Sprint PCS will introduce smart phones such as the NP1000 by Neopoint in September and the pdQ by QUALCOMM later this year. In addition, Sprint is ensuring that all customers can easily access wireless data on nearly any Sprint PCS cdmaOne phone. All Sprint phones currently have SMS capabilities and will automatically be able to take advantage of theYahoo! information updates. Most phones introduced by Sprint PCS in 1999 and beyond will feature microbrowser and mobile connectivity capabilities out of the box. For those users with an older phone, data connectivity can be enabled with a simple software upgrade and a Wireless Web Connection kit that will be available from Sprint PCS. "Business users and consumers will be amazed by how affordable and simple it will be to access select text-based Internet information or dial up their corporate network remotely," said Charles Levine, chief sales and marketing officer for Sprint PCS. "Customers can begin to connect wirelessly in a matter of minutes without the frustration often associated with new software."

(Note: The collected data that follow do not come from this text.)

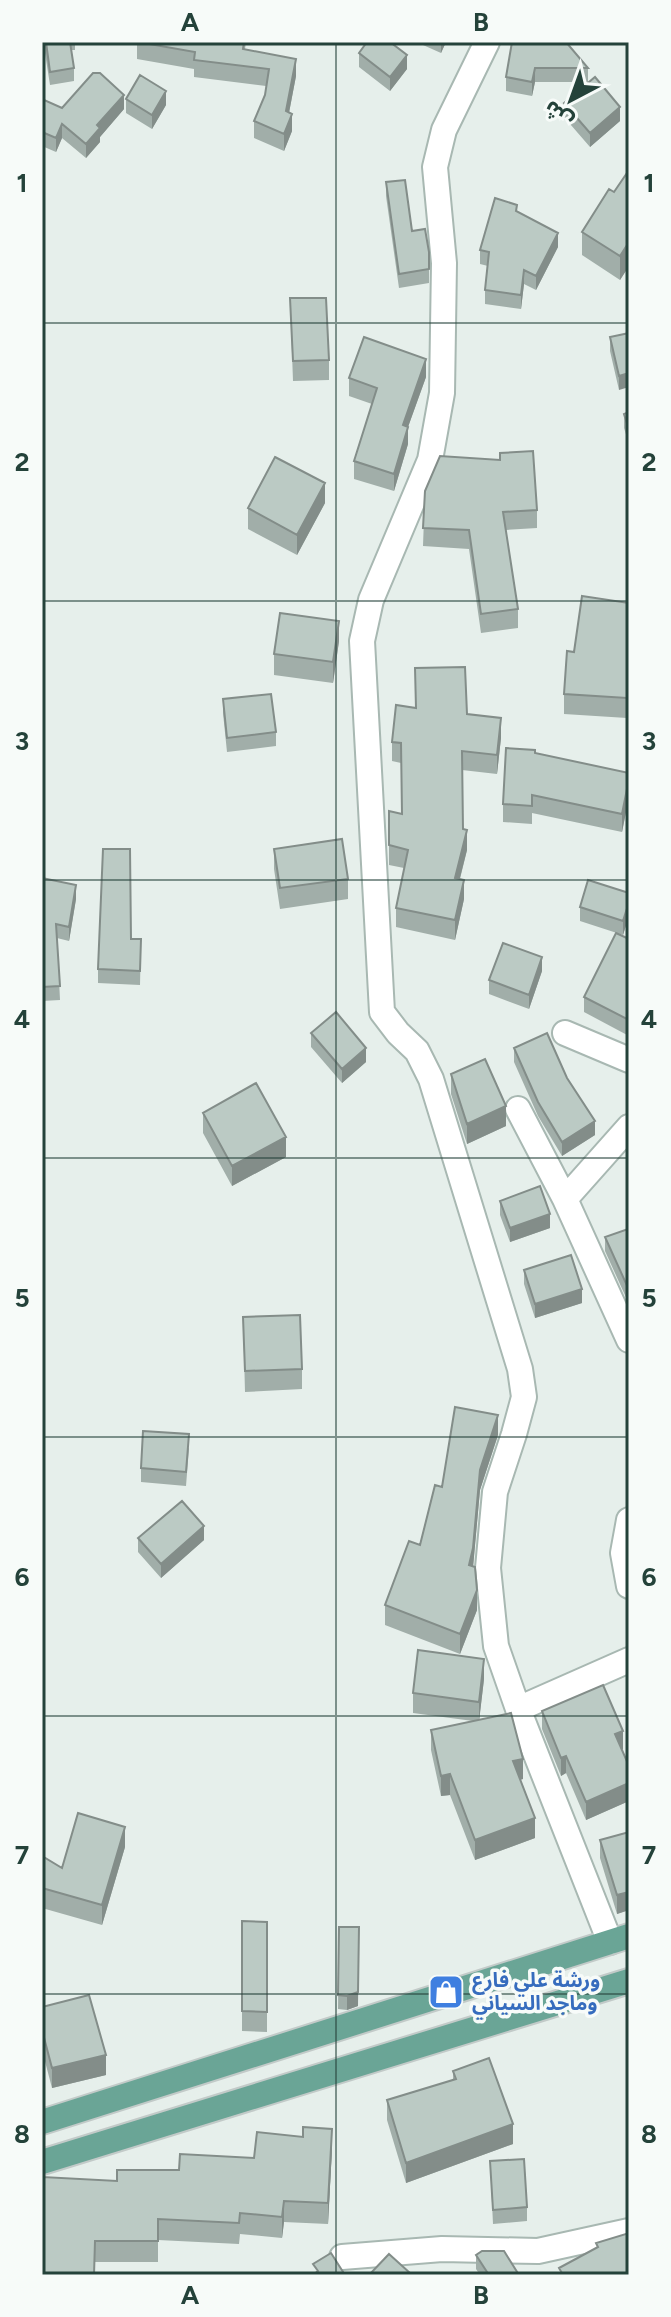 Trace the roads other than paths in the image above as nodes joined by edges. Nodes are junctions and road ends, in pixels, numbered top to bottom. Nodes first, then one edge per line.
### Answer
1 (487, 42) edge
2 (565, 1033) dead end
3 (629, 1060) edge
4 (518, 1109) dead end
5 (629, 1127) edge
6 (565, 1199) junction
7 (629, 1340) edge
8 (629, 1520) edge
9 (629, 1586) edge
10 (629, 1660) edge
11 (518, 1709) junction
12 (620, 1939) edge
13 (629, 1981) edge
14 (350, 2025) junction
15 (364, 2063) junction
16 (42, 2122) edge
17 (42, 2162) edge
18 (629, 2231) edge
19 (342, 2257) dead end

1 - 11 street
2 - 3 street
4 - 6 street
5 - 6 street
6 - 7 street
8 - 9 street
10 - 11 street
11 - 12 street
12 - 14 main road
13 - 15 main road
14 - 15 main road
14 - 16 main road
15 - 17 main road
18 - 19 street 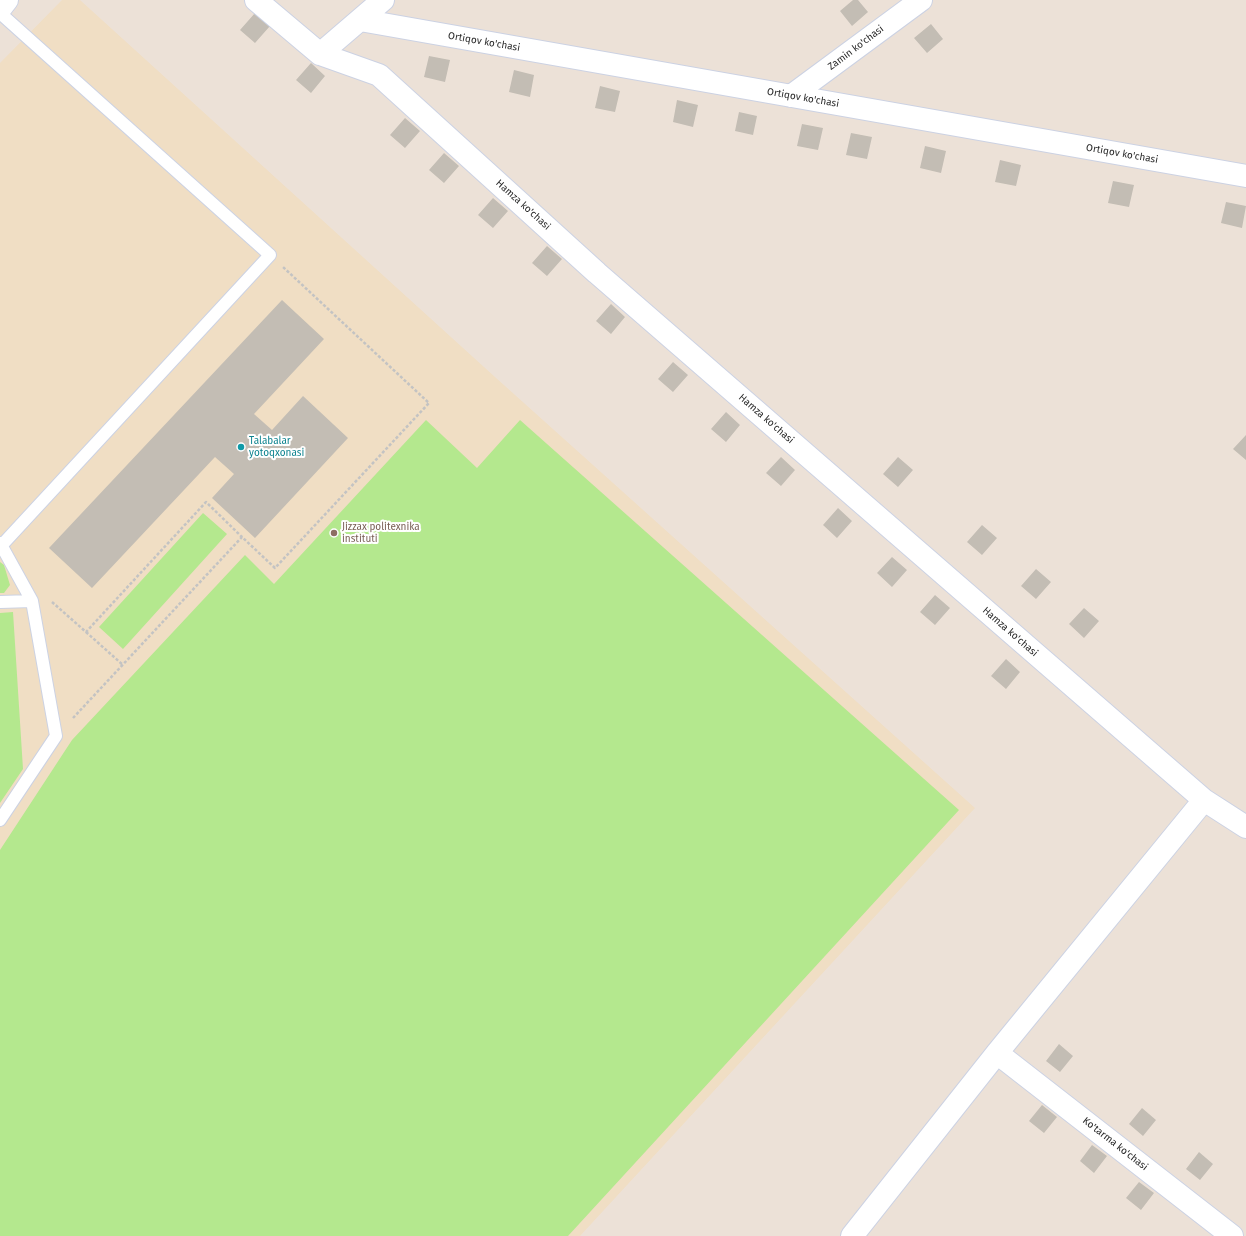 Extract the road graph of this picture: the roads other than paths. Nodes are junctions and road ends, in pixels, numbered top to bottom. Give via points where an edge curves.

The common themes of the data and Internet service introductions by cdmaOne operators are the ease of use for the consumer, the availability of devices to directly access web content or take the place of a modem when connecting wirelessly to a laptop, and the speed with which network connections can be made. These advances are real drivers to the commercialization of wireless data services and the reach they will have to the consumer market.
The CDMA Development Group (CDG) has been engaged in development activities to ensure that cdmaOne networks have these data capabilities in a standard approach, compatible with Internet Protocol (IP). Ease of migration to incorporate new features in the existing network is a key requirement of the CDG's evolution strategy. The number of wireless Internet and information service launches by cdmaOne operators is testament to the success of these efforts to date. The CDG is placing ongoing emphasis on evolving the cdmaOne network to enhance the functionality available today and incorporate 3G data speeds and capacity enhancements while providing for seamless migration. The cdmaOne operator is uniquely positioned to enhance the existing network to support multiple data and voice functions on a single network platform, without making a large capital investment to upgrade. The capabilities already standardized for cdmaOne, including data speeds of up to 144 KBPS and a doubling of capacity, ensure that cdmaOne wireless Internet and information services will continue to roll out, as well as increase in scope and geographic coverage, marking this as the age of wireless communications and information technology convergence.